* **Exercise objective**: Give the data again exactly as written, skipping any pictures.

* **Records for this exercise**:
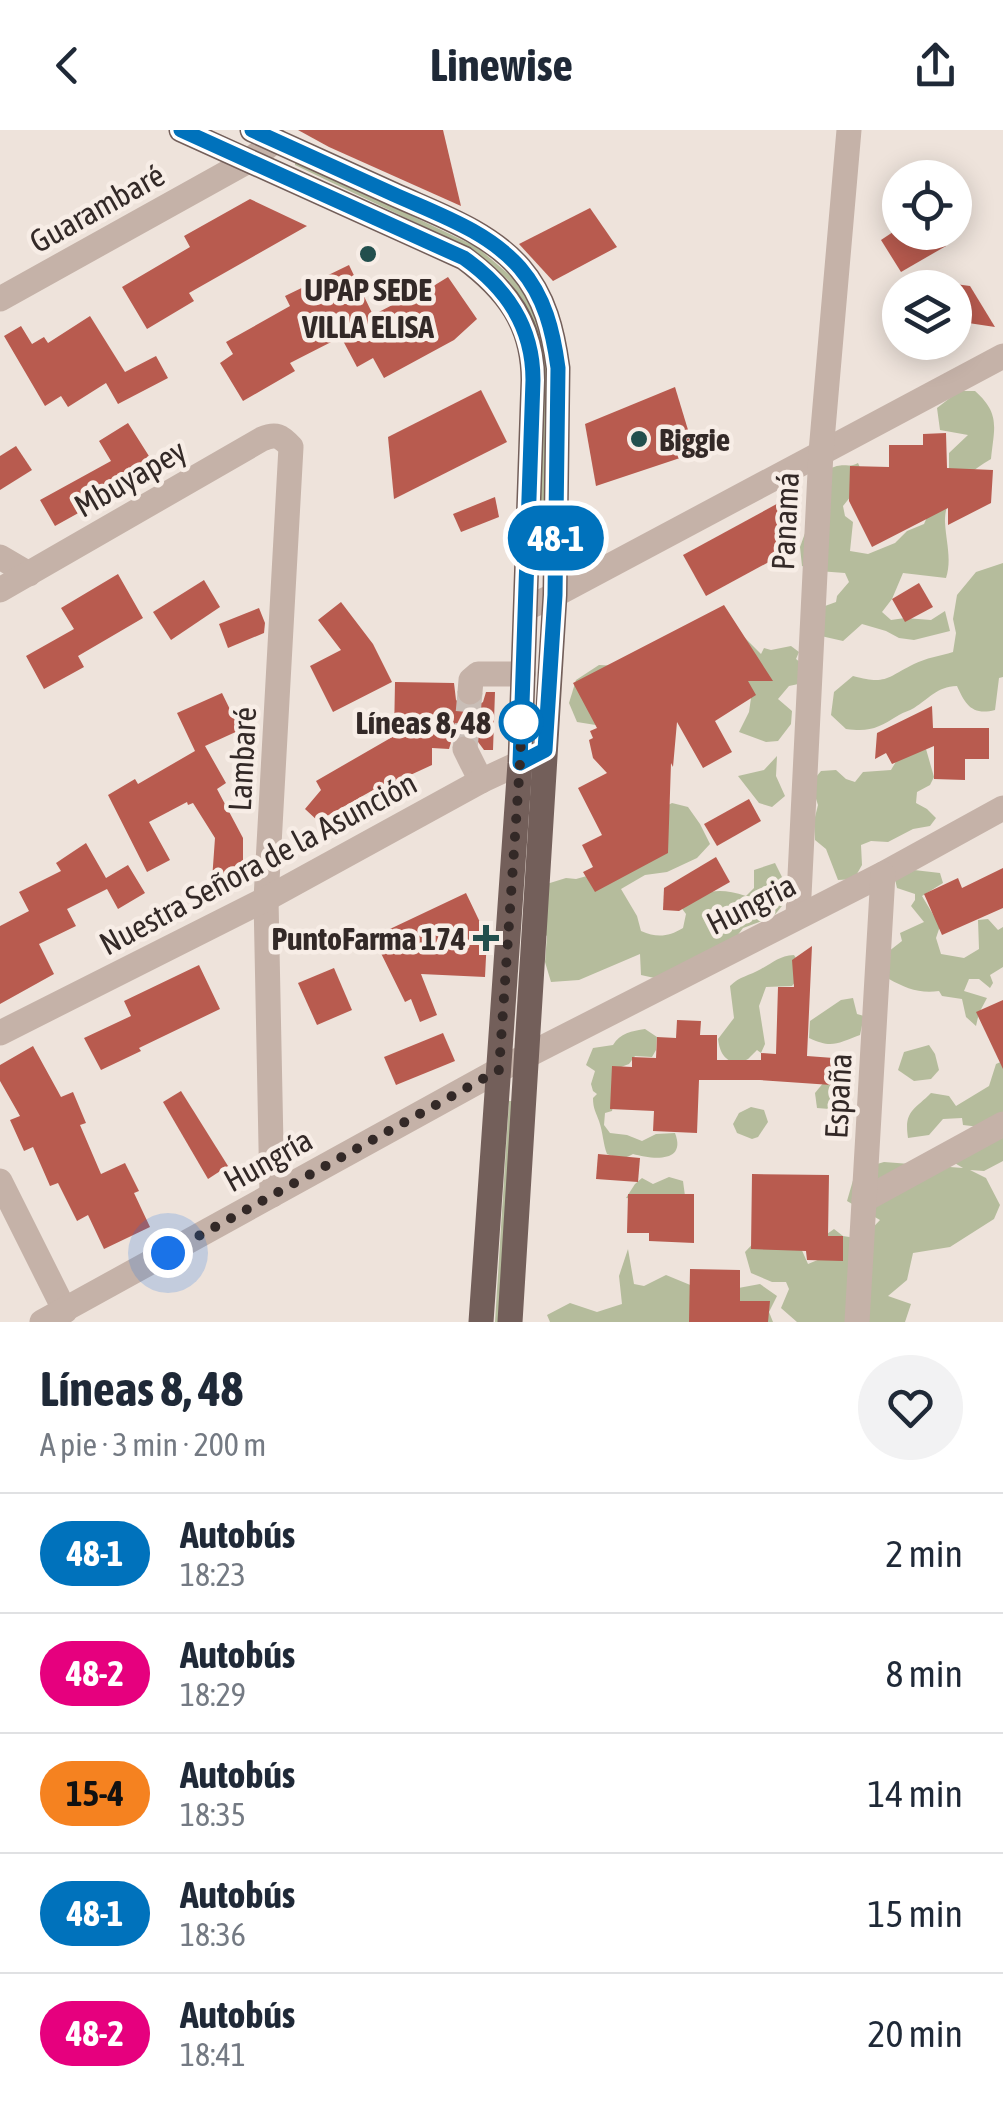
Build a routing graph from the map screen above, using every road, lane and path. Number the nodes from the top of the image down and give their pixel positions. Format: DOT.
graph roads {
  1 [pos="181,130"];
  2 [pos="849,130"];
  3 [pos="264,135"];
  4 [pos="250,160"];
  5 [pos="0,300"];
  6 [pos="1003,356"];
  7 [pos="292,447"];
  8 [pos="821,452"];
  9 [pos="0,558"];
  10 [pos="29,574"];
  11 [pos="0,590"];
  12 [pos="555,595"];
  13 [pos="527,608"];
  14 [pos="524,674"];
  15 [pos="470,692"];
  16 [pos="465,749"];
  17 [pos="545,750"];
  18 [pos="520,763"];
  19 [pos="481,782"];
  20 [pos="1003,808"];
  21 [pos="883,874"];
  22 [pos="266,898"];
  23 [pos="798,916"];
  24 [pos="0,1033"];
  25 [pos="527,1056"];
  26 [pos="499,1070"];
  27 [pos="1003,1124"];
  28 [pos="0,1181"];
  29 [pos="272,1195"];
  30 [pos="864,1200"];
  31 [pos="54,1316"];
  32 [pos="482,1322"];
  33 [pos="510,1322"];
  34 [pos="857,1322"];
  1 -- 4 [label="main road"];
  2 -- 8 [label="street, Panamá"];
  3 -- 4 [label="street, Guarambaré"];
  3 -- 12 [label="main road"];
  4 -- 5 [label="street, Guarambaré"];
  4 -- 13 [label="main road"];
  6 -- 8 [label="street"];
  7 -- 10 [label="street, Mbuyapey"];
  7 -- 22 [label="street, Lambaré"];
  8 -- 12 [label="street"];
  8 -- 23 [label="street, Panamá"];
  9 -- 10 [label="street"];
  10 -- 11 [label="street, Mbuyapey"];
  12 -- 13 [label="street"];
  12 -- 17 [label="main road"];
  13 -- 14 [label="main road"];
  14 -- 15 [label="street"];
  14 -- 18 [label="main road"];
  16 -- 19 [label="street"];
  17 -- 18 [label="street, Nuestra Señora de la Asunción"];
  17 -- 25 [label="main road"];
  18 -- 19 [label="street, Nuestra Señora de la Asunción"];
  18 -- 26 [label="main road"];
  19 -- 22 [label="street, Nuestra Señora de la Asunción"];
  20 -- 21 [label="street, Hungria"];
  21 -- 23 [label="street, Hungria"];
  21 -- 30 [label="street, España"];
  22 -- 24 [label="street, Nuestra Señora de la Asunción"];
  22 -- 29 [label="street, Lambaré"];
  23 -- 25 [label="street, Hungria"];
  25 -- 26 [label="street, Hungría"];
  25 -- 33 [label="main road"];
  26 -- 29 [label="street, Hungría"];
  26 -- 32 [label="main road"];
  27 -- 30 [label="street"];
  28 -- 31 [label="street"];
  29 -- 31 [label="street, Hungría"];
  30 -- 34 [label="street, España"];
}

* **Answer section**:
Build a routing graph from the map screen above, using every road, lane and path. Number the nodes from the top of the image down and give their pixel positions. Format: DOT.
graph roads {
  1 [pos="181,130"];
  2 [pos="849,130"];
  3 [pos="264,135"];
  4 [pos="250,160"];
  5 [pos="0,300"];
  6 [pos="1003,356"];
  7 [pos="292,447"];
  8 [pos="821,452"];
  9 [pos="0,558"];
  10 [pos="29,574"];
  11 [pos="0,590"];
  12 [pos="555,595"];
  13 [pos="527,608"];
  14 [pos="524,674"];
  15 [pos="470,692"];
  16 [pos="465,749"];
  17 [pos="545,750"];
  18 [pos="520,763"];
  19 [pos="481,782"];
  20 [pos="1003,808"];
  21 [pos="883,874"];
  22 [pos="266,898"];
  23 [pos="798,916"];
  24 [pos="0,1033"];
  25 [pos="527,1056"];
  26 [pos="499,1070"];
  27 [pos="1003,1124"];
  28 [pos="0,1181"];
  29 [pos="272,1195"];
  30 [pos="864,1200"];
  31 [pos="54,1316"];
  32 [pos="482,1322"];
  33 [pos="510,1322"];
  34 [pos="857,1322"];
  1 -- 4 [label="main road"];
  2 -- 8 [label="street, Panamá"];
  3 -- 4 [label="street, Guarambaré"];
  3 -- 12 [label="main road"];
  4 -- 5 [label="street, Guarambaré"];
  4 -- 13 [label="main road"];
  6 -- 8 [label="street"];
  7 -- 10 [label="street, Mbuyapey"];
  7 -- 22 [label="street, Lambaré"];
  8 -- 12 [label="street"];
  8 -- 23 [label="street, Panamá"];
  9 -- 10 [label="street"];
  10 -- 11 [label="street, Mbuyapey"];
  12 -- 13 [label="street"];
  12 -- 17 [label="main road"];
  13 -- 14 [label="main road"];
  14 -- 15 [label="street"];
  14 -- 18 [label="main road"];
  16 -- 19 [label="street"];
  17 -- 18 [label="street, Nuestra Señora de la Asunción"];
  17 -- 25 [label="main road"];
  18 -- 19 [label="street, Nuestra Señora de la Asunción"];
  18 -- 26 [label="main road"];
  19 -- 22 [label="street, Nuestra Señora de la Asunción"];
  20 -- 21 [label="street, Hungria"];
  21 -- 23 [label="street, Hungria"];
  21 -- 30 [label="street, España"];
  22 -- 24 [label="street, Nuestra Señora de la Asunción"];
  22 -- 29 [label="street, Lambaré"];
  23 -- 25 [label="street, Hungria"];
  25 -- 26 [label="street, Hungría"];
  25 -- 33 [label="main road"];
  26 -- 29 [label="street, Hungría"];
  26 -- 32 [label="main road"];
  27 -- 30 [label="street"];
  28 -- 31 [label="street"];
  29 -- 31 [label="street, Hungría"];
  30 -- 34 [label="street, España"];
}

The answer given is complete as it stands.